(Collected data entries)
[Start of Attachment]

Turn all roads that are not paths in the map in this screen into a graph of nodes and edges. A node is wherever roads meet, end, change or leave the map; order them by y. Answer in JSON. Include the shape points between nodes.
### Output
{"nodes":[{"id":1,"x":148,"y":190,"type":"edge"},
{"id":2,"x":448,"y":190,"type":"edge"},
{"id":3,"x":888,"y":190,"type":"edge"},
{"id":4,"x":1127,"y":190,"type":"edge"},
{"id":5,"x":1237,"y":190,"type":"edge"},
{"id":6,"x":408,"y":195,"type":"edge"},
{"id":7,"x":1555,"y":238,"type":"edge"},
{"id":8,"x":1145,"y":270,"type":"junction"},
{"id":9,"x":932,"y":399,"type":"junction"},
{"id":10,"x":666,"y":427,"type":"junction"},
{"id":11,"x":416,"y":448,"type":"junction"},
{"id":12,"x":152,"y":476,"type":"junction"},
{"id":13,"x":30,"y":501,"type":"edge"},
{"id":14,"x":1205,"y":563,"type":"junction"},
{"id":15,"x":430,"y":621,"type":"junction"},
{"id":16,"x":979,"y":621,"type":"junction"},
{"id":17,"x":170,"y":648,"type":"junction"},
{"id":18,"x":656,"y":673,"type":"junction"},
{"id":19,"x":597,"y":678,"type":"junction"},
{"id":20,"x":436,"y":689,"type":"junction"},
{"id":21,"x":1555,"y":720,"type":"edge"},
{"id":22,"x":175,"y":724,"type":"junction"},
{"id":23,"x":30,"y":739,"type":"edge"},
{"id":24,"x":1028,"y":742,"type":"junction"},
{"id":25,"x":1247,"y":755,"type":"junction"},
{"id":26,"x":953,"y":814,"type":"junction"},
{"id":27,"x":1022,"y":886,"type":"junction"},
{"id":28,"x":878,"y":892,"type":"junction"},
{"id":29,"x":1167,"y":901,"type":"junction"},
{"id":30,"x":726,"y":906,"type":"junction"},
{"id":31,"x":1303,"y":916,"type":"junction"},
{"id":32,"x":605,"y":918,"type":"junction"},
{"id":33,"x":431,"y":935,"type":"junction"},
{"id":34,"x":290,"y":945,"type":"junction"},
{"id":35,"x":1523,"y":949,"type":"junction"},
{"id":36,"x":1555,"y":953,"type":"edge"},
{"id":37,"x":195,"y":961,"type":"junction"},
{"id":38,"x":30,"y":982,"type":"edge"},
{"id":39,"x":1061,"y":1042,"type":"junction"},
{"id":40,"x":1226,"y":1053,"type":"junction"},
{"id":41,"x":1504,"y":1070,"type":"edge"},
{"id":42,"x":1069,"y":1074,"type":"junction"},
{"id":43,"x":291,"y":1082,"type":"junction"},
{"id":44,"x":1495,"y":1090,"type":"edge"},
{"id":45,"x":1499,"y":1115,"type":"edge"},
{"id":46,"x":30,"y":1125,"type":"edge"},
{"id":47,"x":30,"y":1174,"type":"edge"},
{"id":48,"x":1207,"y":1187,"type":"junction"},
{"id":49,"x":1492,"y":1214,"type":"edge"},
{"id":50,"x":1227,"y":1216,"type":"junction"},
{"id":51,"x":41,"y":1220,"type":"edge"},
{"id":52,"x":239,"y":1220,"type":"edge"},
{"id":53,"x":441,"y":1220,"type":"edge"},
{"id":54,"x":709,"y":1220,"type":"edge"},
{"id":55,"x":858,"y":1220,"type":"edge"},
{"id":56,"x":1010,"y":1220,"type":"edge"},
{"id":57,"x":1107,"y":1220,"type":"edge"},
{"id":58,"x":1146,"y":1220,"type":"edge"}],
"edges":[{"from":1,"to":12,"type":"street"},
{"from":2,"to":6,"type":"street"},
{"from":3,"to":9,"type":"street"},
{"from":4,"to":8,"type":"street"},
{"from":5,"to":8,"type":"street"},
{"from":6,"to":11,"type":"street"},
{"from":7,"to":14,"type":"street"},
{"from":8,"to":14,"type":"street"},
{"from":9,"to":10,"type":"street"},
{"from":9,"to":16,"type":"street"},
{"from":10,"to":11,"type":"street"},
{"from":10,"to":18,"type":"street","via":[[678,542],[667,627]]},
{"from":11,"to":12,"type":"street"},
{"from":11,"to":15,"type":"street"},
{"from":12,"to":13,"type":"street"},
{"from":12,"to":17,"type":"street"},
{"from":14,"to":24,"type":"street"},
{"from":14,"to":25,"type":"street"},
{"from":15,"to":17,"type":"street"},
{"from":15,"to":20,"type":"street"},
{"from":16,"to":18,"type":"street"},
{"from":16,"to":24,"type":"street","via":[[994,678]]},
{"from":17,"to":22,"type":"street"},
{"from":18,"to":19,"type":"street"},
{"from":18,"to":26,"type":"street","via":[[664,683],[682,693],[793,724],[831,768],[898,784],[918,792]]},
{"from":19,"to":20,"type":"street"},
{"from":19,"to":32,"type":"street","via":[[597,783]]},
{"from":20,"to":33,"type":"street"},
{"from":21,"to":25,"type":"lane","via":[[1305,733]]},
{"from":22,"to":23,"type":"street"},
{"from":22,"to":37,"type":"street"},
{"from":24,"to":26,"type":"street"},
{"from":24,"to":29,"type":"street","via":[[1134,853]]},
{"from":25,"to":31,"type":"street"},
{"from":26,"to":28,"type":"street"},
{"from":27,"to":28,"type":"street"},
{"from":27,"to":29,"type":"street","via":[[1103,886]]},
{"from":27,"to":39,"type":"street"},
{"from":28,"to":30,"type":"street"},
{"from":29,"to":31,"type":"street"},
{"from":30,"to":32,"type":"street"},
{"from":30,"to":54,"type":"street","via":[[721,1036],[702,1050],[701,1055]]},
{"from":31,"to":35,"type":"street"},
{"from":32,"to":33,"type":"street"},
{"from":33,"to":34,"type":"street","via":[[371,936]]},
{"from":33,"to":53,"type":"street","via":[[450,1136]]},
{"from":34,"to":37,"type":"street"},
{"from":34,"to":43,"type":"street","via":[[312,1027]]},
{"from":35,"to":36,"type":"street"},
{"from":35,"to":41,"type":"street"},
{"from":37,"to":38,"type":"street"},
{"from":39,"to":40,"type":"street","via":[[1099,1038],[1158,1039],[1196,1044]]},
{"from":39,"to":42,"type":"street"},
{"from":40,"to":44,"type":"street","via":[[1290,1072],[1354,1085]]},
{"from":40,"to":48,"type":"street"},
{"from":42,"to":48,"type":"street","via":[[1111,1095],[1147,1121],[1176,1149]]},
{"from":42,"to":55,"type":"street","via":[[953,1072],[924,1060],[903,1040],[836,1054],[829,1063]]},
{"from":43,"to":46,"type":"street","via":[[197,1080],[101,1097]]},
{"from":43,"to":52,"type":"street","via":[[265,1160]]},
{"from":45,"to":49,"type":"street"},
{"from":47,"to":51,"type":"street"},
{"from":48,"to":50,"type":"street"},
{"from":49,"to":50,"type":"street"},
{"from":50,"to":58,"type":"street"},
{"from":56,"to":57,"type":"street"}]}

[End of Attachment]

(What to work on) All of the records need to be transcribed exactly.

(Result for this exercise)
Turn all roads that are not paths in the map in this screen into a graph of nodes and edges. A node is wherever roads meet, end, change or leave the map; order them by y. Answer in JSON. Include the shape points between nodes.
### Output
{"nodes":[{"id":1,"x":148,"y":190,"type":"edge"},
{"id":2,"x":448,"y":190,"type":"edge"},
{"id":3,"x":888,"y":190,"type":"edge"},
{"id":4,"x":1127,"y":190,"type":"edge"},
{"id":5,"x":1237,"y":190,"type":"edge"},
{"id":6,"x":408,"y":195,"type":"edge"},
{"id":7,"x":1555,"y":238,"type":"edge"},
{"id":8,"x":1145,"y":270,"type":"junction"},
{"id":9,"x":932,"y":399,"type":"junction"},
{"id":10,"x":666,"y":427,"type":"junction"},
{"id":11,"x":416,"y":448,"type":"junction"},
{"id":12,"x":152,"y":476,"type":"junction"},
{"id":13,"x":30,"y":501,"type":"edge"},
{"id":14,"x":1205,"y":563,"type":"junction"},
{"id":15,"x":430,"y":621,"type":"junction"},
{"id":16,"x":979,"y":621,"type":"junction"},
{"id":17,"x":170,"y":648,"type":"junction"},
{"id":18,"x":656,"y":673,"type":"junction"},
{"id":19,"x":597,"y":678,"type":"junction"},
{"id":20,"x":436,"y":689,"type":"junction"},
{"id":21,"x":1555,"y":720,"type":"edge"},
{"id":22,"x":175,"y":724,"type":"junction"},
{"id":23,"x":30,"y":739,"type":"edge"},
{"id":24,"x":1028,"y":742,"type":"junction"},
{"id":25,"x":1247,"y":755,"type":"junction"},
{"id":26,"x":953,"y":814,"type":"junction"},
{"id":27,"x":1022,"y":886,"type":"junction"},
{"id":28,"x":878,"y":892,"type":"junction"},
{"id":29,"x":1167,"y":901,"type":"junction"},
{"id":30,"x":726,"y":906,"type":"junction"},
{"id":31,"x":1303,"y":916,"type":"junction"},
{"id":32,"x":605,"y":918,"type":"junction"},
{"id":33,"x":431,"y":935,"type":"junction"},
{"id":34,"x":290,"y":945,"type":"junction"},
{"id":35,"x":1523,"y":949,"type":"junction"},
{"id":36,"x":1555,"y":953,"type":"edge"},
{"id":37,"x":195,"y":961,"type":"junction"},
{"id":38,"x":30,"y":982,"type":"edge"},
{"id":39,"x":1061,"y":1042,"type":"junction"},
{"id":40,"x":1226,"y":1053,"type":"junction"},
{"id":41,"x":1504,"y":1070,"type":"edge"},
{"id":42,"x":1069,"y":1074,"type":"junction"},
{"id":43,"x":291,"y":1082,"type":"junction"},
{"id":44,"x":1495,"y":1090,"type":"edge"},
{"id":45,"x":1499,"y":1115,"type":"edge"},
{"id":46,"x":30,"y":1125,"type":"edge"},
{"id":47,"x":30,"y":1174,"type":"edge"},
{"id":48,"x":1207,"y":1187,"type":"junction"},
{"id":49,"x":1492,"y":1214,"type":"edge"},
{"id":50,"x":1227,"y":1216,"type":"junction"},
{"id":51,"x":41,"y":1220,"type":"edge"},
{"id":52,"x":239,"y":1220,"type":"edge"},
{"id":53,"x":441,"y":1220,"type":"edge"},
{"id":54,"x":709,"y":1220,"type":"edge"},
{"id":55,"x":858,"y":1220,"type":"edge"},
{"id":56,"x":1010,"y":1220,"type":"edge"},
{"id":57,"x":1107,"y":1220,"type":"edge"},
{"id":58,"x":1146,"y":1220,"type":"edge"}],
"edges":[{"from":1,"to":12,"type":"street"},
{"from":2,"to":6,"type":"street"},
{"from":3,"to":9,"type":"street"},
{"from":4,"to":8,"type":"street"},
{"from":5,"to":8,"type":"street"},
{"from":6,"to":11,"type":"street"},
{"from":7,"to":14,"type":"street"},
{"from":8,"to":14,"type":"street"},
{"from":9,"to":10,"type":"street"},
{"from":9,"to":16,"type":"street"},
{"from":10,"to":11,"type":"street"},
{"from":10,"to":18,"type":"street","via":[[678,542],[667,627]]},
{"from":11,"to":12,"type":"street"},
{"from":11,"to":15,"type":"street"},
{"from":12,"to":13,"type":"street"},
{"from":12,"to":17,"type":"street"},
{"from":14,"to":24,"type":"street"},
{"from":14,"to":25,"type":"street"},
{"from":15,"to":17,"type":"street"},
{"from":15,"to":20,"type":"street"},
{"from":16,"to":18,"type":"street"},
{"from":16,"to":24,"type":"street","via":[[994,678]]},
{"from":17,"to":22,"type":"street"},
{"from":18,"to":19,"type":"street"},
{"from":18,"to":26,"type":"street","via":[[664,683],[682,693],[793,724],[831,768],[898,784],[918,792]]},
{"from":19,"to":20,"type":"street"},
{"from":19,"to":32,"type":"street","via":[[597,783]]},
{"from":20,"to":33,"type":"street"},
{"from":21,"to":25,"type":"lane","via":[[1305,733]]},
{"from":22,"to":23,"type":"street"},
{"from":22,"to":37,"type":"street"},
{"from":24,"to":26,"type":"street"},
{"from":24,"to":29,"type":"street","via":[[1134,853]]},
{"from":25,"to":31,"type":"street"},
{"from":26,"to":28,"type":"street"},
{"from":27,"to":28,"type":"street"},
{"from":27,"to":29,"type":"street","via":[[1103,886]]},
{"from":27,"to":39,"type":"street"},
{"from":28,"to":30,"type":"street"},
{"from":29,"to":31,"type":"street"},
{"from":30,"to":32,"type":"street"},
{"from":30,"to":54,"type":"street","via":[[721,1036],[702,1050],[701,1055]]},
{"from":31,"to":35,"type":"street"},
{"from":32,"to":33,"type":"street"},
{"from":33,"to":34,"type":"street","via":[[371,936]]},
{"from":33,"to":53,"type":"street","via":[[450,1136]]},
{"from":34,"to":37,"type":"street"},
{"from":34,"to":43,"type":"street","via":[[312,1027]]},
{"from":35,"to":36,"type":"street"},
{"from":35,"to":41,"type":"street"},
{"from":37,"to":38,"type":"street"},
{"from":39,"to":40,"type":"street","via":[[1099,1038],[1158,1039],[1196,1044]]},
{"from":39,"to":42,"type":"street"},
{"from":40,"to":44,"type":"street","via":[[1290,1072],[1354,1085]]},
{"from":40,"to":48,"type":"street"},
{"from":42,"to":48,"type":"street","via":[[1111,1095],[1147,1121],[1176,1149]]},
{"from":42,"to":55,"type":"street","via":[[953,1072],[924,1060],[903,1040],[836,1054],[829,1063]]},
{"from":43,"to":46,"type":"street","via":[[197,1080],[101,1097]]},
{"from":43,"to":52,"type":"street","via":[[265,1160]]},
{"from":45,"to":49,"type":"street"},
{"from":47,"to":51,"type":"street"},
{"from":48,"to":50,"type":"street"},
{"from":49,"to":50,"type":"street"},
{"from":50,"to":58,"type":"street"},
{"from":56,"to":57,"type":"street"}]}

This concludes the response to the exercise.